[Provided records — start]

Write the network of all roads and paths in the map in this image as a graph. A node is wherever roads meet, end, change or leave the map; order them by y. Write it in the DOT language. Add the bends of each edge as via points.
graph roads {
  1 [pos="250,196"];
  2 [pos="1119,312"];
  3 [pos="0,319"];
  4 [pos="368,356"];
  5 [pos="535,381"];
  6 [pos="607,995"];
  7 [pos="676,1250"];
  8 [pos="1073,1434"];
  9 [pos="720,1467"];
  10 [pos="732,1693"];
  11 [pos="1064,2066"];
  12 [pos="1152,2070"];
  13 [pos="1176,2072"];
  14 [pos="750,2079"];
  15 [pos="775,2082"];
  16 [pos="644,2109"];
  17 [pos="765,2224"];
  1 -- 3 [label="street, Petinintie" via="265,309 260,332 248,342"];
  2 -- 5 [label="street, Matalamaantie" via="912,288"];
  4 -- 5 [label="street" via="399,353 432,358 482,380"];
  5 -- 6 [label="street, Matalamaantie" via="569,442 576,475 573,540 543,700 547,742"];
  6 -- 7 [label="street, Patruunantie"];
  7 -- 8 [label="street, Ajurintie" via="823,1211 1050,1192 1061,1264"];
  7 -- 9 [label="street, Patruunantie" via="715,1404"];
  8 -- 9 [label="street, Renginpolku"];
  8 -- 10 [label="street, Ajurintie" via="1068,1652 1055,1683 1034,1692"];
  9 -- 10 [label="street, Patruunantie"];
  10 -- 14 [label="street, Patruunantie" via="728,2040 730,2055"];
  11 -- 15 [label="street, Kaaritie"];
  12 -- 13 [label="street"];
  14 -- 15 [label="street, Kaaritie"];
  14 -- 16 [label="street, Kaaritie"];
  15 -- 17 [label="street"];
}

[Provided records — finish]
[Provided records — start]

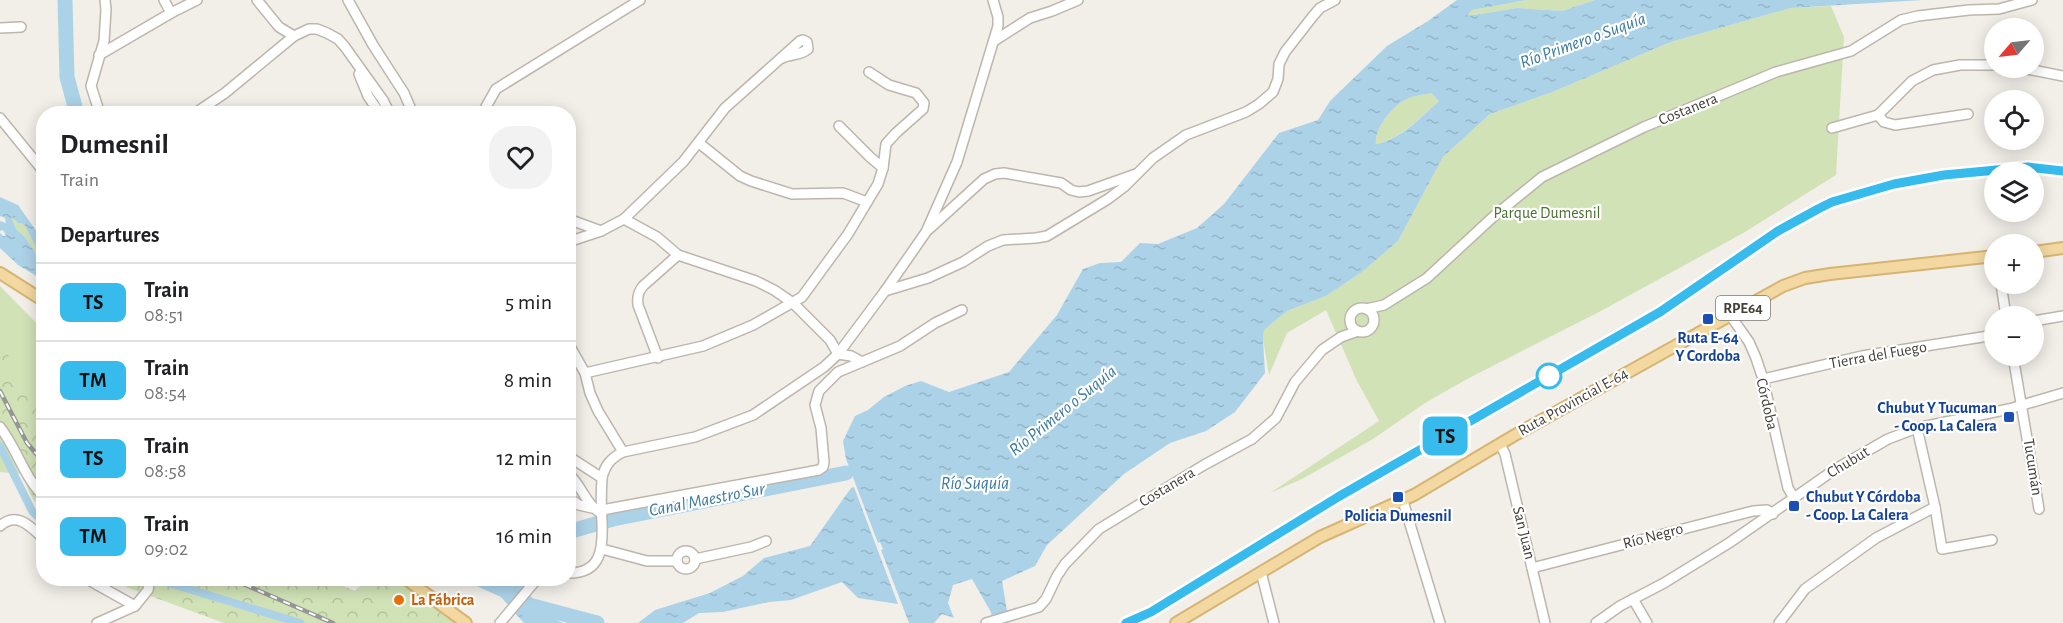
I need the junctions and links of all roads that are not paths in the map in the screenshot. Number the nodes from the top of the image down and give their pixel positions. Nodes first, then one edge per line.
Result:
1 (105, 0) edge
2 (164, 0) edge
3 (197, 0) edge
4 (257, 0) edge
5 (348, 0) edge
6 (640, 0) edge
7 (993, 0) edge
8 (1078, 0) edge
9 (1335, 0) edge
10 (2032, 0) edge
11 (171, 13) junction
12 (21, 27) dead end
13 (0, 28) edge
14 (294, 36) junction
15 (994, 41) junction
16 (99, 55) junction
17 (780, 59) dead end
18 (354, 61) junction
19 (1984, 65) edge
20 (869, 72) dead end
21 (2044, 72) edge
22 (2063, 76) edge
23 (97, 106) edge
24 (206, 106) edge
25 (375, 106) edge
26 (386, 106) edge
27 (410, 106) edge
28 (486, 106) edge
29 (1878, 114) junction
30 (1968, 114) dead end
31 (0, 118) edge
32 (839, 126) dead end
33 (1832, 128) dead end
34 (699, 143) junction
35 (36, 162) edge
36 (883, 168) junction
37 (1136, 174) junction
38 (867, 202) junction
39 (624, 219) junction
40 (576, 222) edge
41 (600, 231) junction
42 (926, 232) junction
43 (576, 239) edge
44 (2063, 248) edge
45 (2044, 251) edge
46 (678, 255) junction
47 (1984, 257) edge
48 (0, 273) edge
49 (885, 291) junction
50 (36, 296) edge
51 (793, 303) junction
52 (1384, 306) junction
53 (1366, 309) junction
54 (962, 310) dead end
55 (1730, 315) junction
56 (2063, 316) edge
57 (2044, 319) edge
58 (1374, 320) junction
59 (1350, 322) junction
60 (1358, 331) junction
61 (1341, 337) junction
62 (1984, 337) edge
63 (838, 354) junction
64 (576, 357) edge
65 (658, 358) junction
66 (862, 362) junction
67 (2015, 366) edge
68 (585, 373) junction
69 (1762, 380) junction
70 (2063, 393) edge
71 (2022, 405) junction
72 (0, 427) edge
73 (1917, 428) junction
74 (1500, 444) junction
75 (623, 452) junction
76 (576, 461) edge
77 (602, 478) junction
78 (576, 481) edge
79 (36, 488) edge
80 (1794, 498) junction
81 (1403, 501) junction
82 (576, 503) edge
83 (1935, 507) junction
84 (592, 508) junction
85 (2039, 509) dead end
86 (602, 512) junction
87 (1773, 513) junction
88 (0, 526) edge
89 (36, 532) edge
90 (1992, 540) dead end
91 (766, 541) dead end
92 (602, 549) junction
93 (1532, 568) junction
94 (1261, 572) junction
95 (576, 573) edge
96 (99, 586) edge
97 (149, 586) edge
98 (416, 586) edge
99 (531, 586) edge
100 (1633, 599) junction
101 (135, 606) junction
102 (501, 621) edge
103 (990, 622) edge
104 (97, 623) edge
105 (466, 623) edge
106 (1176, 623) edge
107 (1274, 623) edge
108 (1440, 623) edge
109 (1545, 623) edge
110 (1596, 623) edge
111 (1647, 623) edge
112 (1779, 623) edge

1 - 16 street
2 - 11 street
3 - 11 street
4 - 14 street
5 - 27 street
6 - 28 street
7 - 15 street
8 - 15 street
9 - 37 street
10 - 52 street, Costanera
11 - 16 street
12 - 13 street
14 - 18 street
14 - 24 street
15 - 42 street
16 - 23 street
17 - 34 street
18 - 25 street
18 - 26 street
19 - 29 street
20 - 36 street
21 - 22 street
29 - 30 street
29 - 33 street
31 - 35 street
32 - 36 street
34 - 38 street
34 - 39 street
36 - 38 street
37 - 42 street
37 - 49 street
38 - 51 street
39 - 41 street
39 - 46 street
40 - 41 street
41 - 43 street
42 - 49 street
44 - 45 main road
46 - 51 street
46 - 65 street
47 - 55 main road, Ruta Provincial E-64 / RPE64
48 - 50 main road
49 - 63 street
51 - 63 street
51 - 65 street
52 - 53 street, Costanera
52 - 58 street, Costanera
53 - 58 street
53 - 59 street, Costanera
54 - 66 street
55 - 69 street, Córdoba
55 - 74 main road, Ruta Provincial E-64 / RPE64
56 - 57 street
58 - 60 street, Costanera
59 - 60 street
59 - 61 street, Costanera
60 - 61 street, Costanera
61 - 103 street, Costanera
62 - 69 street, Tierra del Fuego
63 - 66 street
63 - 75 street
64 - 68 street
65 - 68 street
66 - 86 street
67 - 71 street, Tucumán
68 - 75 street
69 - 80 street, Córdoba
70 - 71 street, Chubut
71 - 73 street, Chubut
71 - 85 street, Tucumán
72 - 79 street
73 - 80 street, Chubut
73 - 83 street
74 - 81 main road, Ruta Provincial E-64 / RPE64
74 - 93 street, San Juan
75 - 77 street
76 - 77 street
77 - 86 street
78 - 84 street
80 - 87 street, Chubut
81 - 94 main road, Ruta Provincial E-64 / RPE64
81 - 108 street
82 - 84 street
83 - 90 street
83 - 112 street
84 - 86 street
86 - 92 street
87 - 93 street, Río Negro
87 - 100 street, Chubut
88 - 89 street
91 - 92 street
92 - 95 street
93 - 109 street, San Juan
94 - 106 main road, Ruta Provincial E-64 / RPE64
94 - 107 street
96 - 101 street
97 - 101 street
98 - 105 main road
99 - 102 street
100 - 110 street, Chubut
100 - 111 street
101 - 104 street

[Provided records — finish]
[Provided records — start]

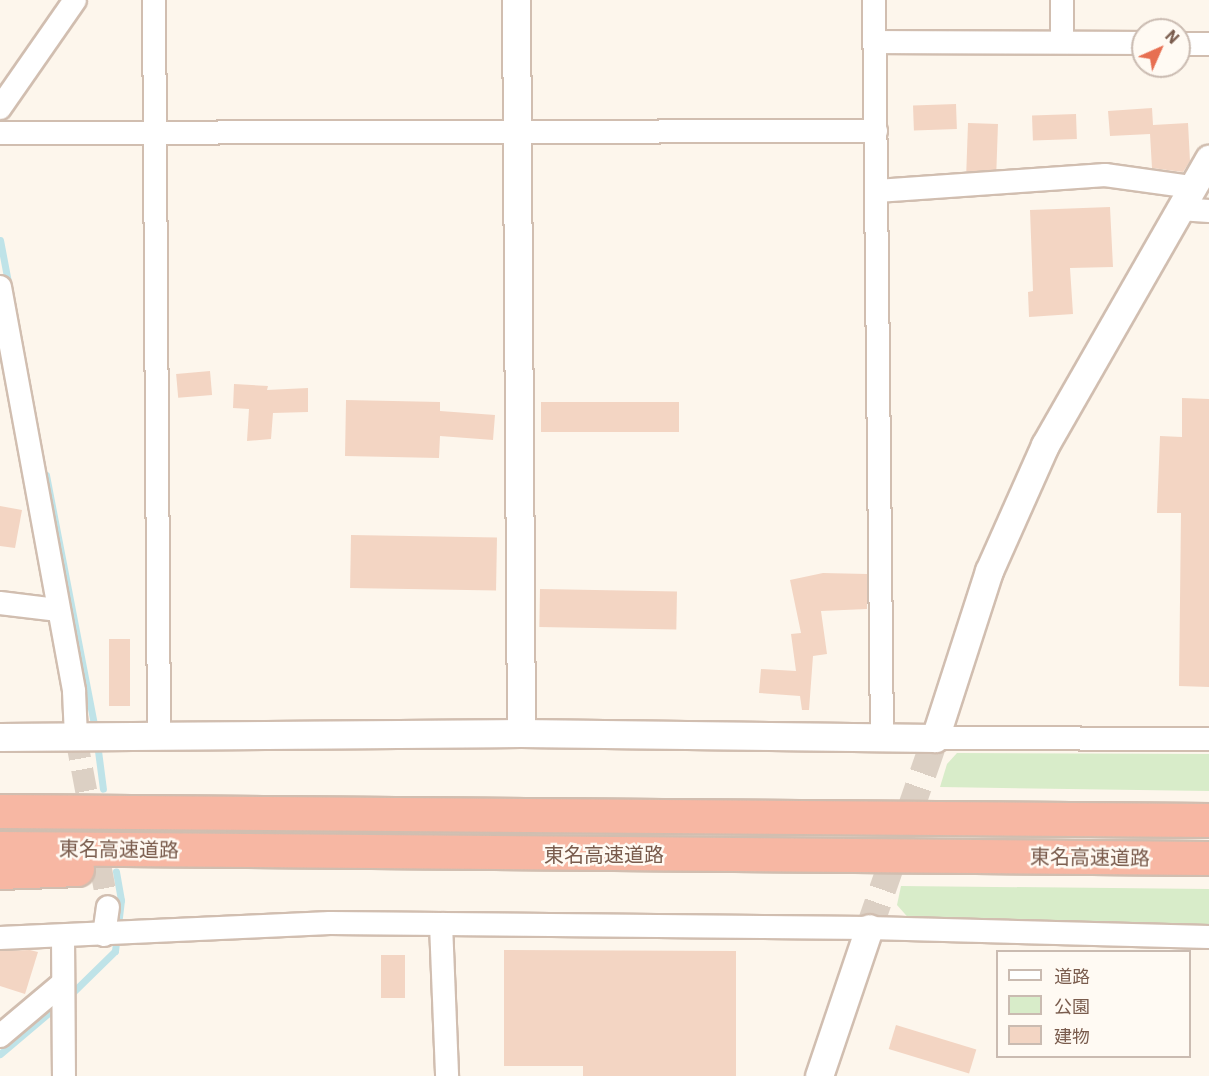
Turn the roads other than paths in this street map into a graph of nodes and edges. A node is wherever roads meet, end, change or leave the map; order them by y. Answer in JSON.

[Provided records — finish]

What this exercise asks for is every line of the data above with the word "nodes".

- Reply to the task
I need the junctions and links of all roads that are not paths in the map in the screenshot. Number the nodes from the top of the image down and give their pixel positions. Nodes first, then one edge per line.
Turn the roads other than paths in this street map into a graph of nodes and edges. A node is wherever roads meet, end, change or leave the map; order them by y. Answer in JSON.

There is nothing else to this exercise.